Sounds like it triggered in time to prevent engine damage from a lack of oil. How full does adding 100 ml of oil does it get? Also, have you checked under the car after parking on white pavement for drip spots?


----------



## pomo (Dec 21, 2010)

Normally it is a protection that the engine oil does not remain free. Certainly we found no oil under the car, the oil should be changed more than 1 month, to say that it appeared the code, but my question still remains whether it is a protection that this code has not appeared in previous years?


----------



## pomo (Dec 21, 2010)

A Cruze owner from Italy wrote on the board there had the same problem and changed the sensor but no said what sensor.


----------



## dfantomb (Jun 19, 2011)

It means that you have to change your oil and filter. I use Castrol Edge 05-40W or 05-30W for 20 000km change but every time I get 10 000 km it starts to appear CODE 79. If you use oil that is changable more than 7 000 or 10 000 km change only the oil filter and it will not appear again this code till the next 7 000 to 10 000km.


----------



## Marubini (Jul 8, 2020)

Yellow light with spanner appears on dashboard after changing filter oil and gasket what might be the problem


----------



## Marubini (Jul 8, 2020)

sciphi said:


> engine


Chev Cruz 1.8


----------



## Marubini (Jul 8, 2020)

pomo said:


> I agree with you but why has not appeared before this code?
> The car is from 2010, when the code appeared oil was 3 mm above the minimum level.





Marubini said:


> Yellow light with spanner appears on dashboard after changing filter oil and gasket what might
> 
> 
> Marubini said:
> ...


----------



## plano-doug (Jul 1, 2015)

Marubini said:


> Yellow light with spanner appears on dashboard after changing filter oil and gasket what might be the problem
> 
> Chev Cruz 1.8


Per your flag, you are in South Africa?

With the yellow spanner, you have a Check Engine Light set. Here in the States, most auto parts stores will read the codes for you. That will tell you why the light is on.

I'm not sure the 1.8 in South Africa is the same as the one I have here in the States.
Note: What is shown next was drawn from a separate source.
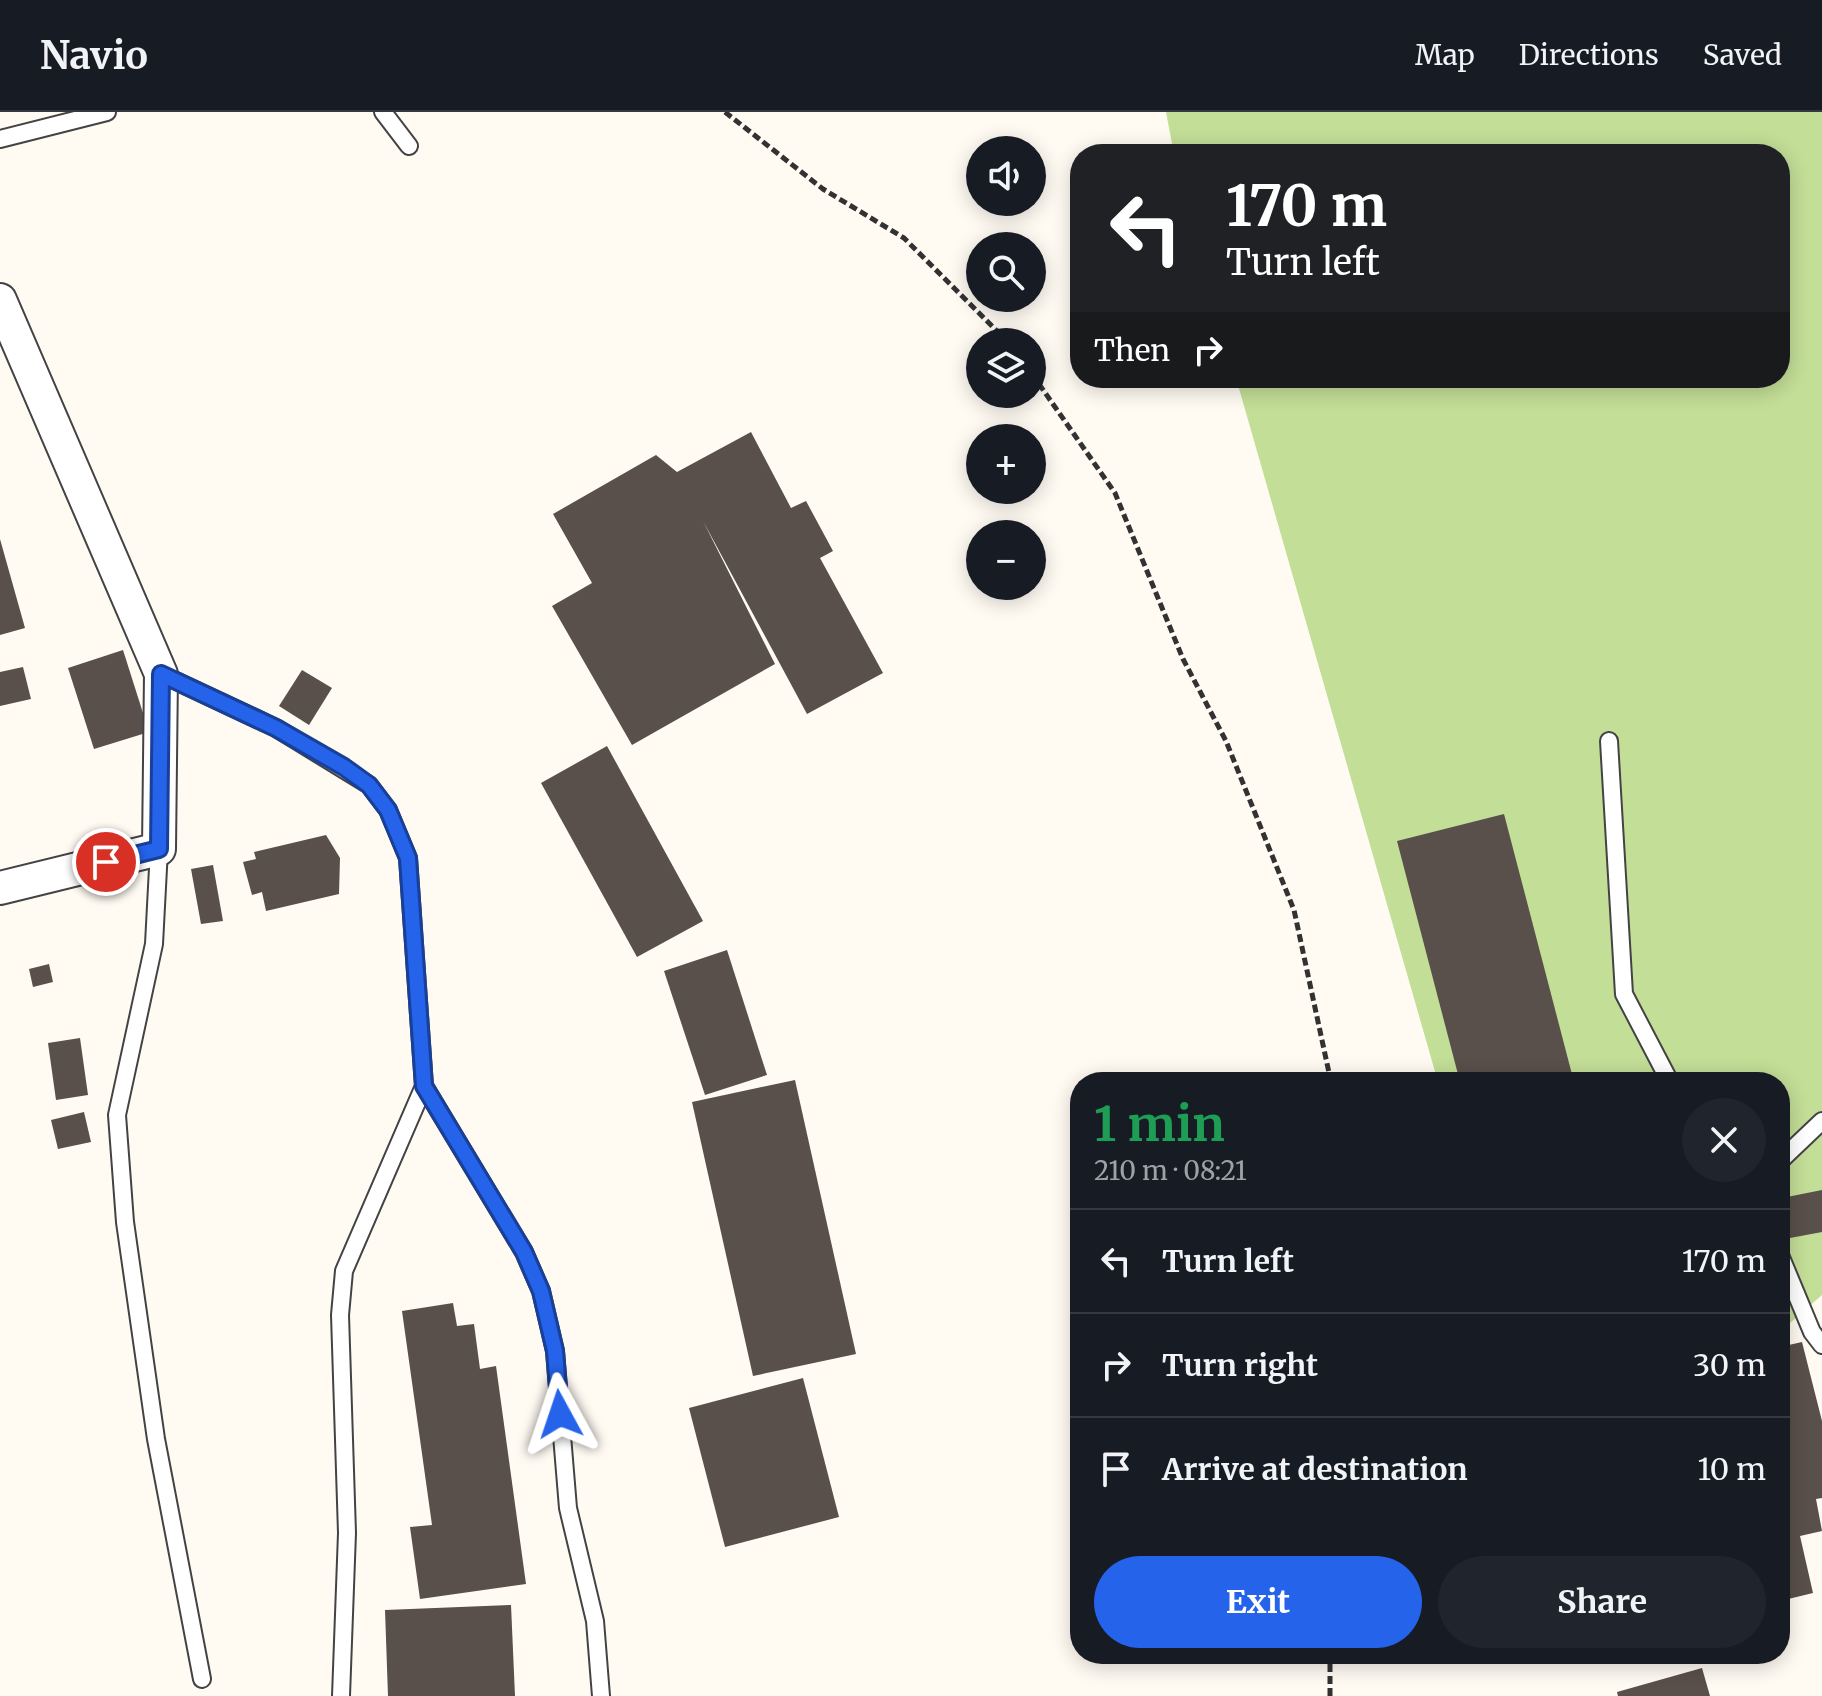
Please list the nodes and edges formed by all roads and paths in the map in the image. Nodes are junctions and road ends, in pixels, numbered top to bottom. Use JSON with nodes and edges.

My 1.8 calls for an ACDelco PF2257G oil filter.

Assuming your 1.8 is the same as mine, I suspect you didn't get the filter properly inserted into the cap. I would unscrew the cap, and make sure the filter is properly installed. Also make sure the little, circular tower the filter slides over has not been dislodged.

HTH.
Doug

.


----------



## Marubini (Jul 8, 2020)

pomo said:


> No keak,engine 1.6 / 50000 km





plano-doug said:


> Per your flag, you are in South Africa?
> 
> With the yellow spanner, you have a Check Engine Light set. Here in the States, most auto parts stores will read the codes for you. That will tell you why the light is on.
> 
> ...


Thanx I will try that does it prevent oil going to the engine


----------



## Marubini (Jul 8, 2020)

plano-doug said:


> Per your flag, you are in South Africa?
> 
> With the yellow spanner, you have a Check Engine Light set. Here in the States, most auto parts stores will read the codes for you. That will tell you why the light is on.
> 
> ...


Thank you yes I am a south Africa the code 79 means low oil but I have enough oil I did not change the oil pump and oil pressure sensor do they prevent oil going to the engine?


plano-doug said:


> Per your flag, you are in South Africa?
> 
> With the yellow spanner, you have a Check Engine Light set. Here in the States, most auto parts stores will read the codes for you. That will tell you why the light is on.
> 
> ...


After replacing gasket yellow light with spanner appears on dashboard and code 79 for low oil with reduced speed was sound like of tractor


----------



## plano-doug (Jul 1, 2015)

Marubini said:


> ...does it prevent oil going to the engine


If the filter is not seated properly, I can see that affecting oil flow in the engine. I would not drive it until you get it resolved.

Doug

.


----------



## Marubini (Jul 8, 2020)

The finished oil pump or oil pressure sensor not working properly can they prevent oil from going to the engine?


----------



## Marubini (Jul 8, 2020)

My 2010 Chev Cruz 1.8 after replacing gasket it started with red oil light from ,now the red light has stopped without working on it ,while driving when engine is hot yellow light with spanner appears and code 79 for oil appears on dashboard whereas the oil is enough I want to know what might cause oil not to go to the engine?


----------



## Essam (Oct 8, 2020)

[QUOTE = "بومو ، النشر: 276705 ، العضو: 288"]
منذ حوالي شهرين ، ظهرت على الشاشة رمز الخطأ 79 (ملء زيت المحرك) ، وضعت حوالي 100 مل (أقول)
اليوم بعد شهرين وحوالي 2000 كيلومتر ظهر نفس الرمز مرة أخرى.
ما رأيك يمكن أن تكون المشكلة؟ عمر السيارة 4 سنوات ولم تفعل ذلك حتى الآن.
[/اقتبس]


----------



## grs1961 (Oct 23, 2012)

If it is "Code 79" - add oil, if it is the "yellow spanner" it is time for it to be serviced, take it to a competent mechanic and have it done.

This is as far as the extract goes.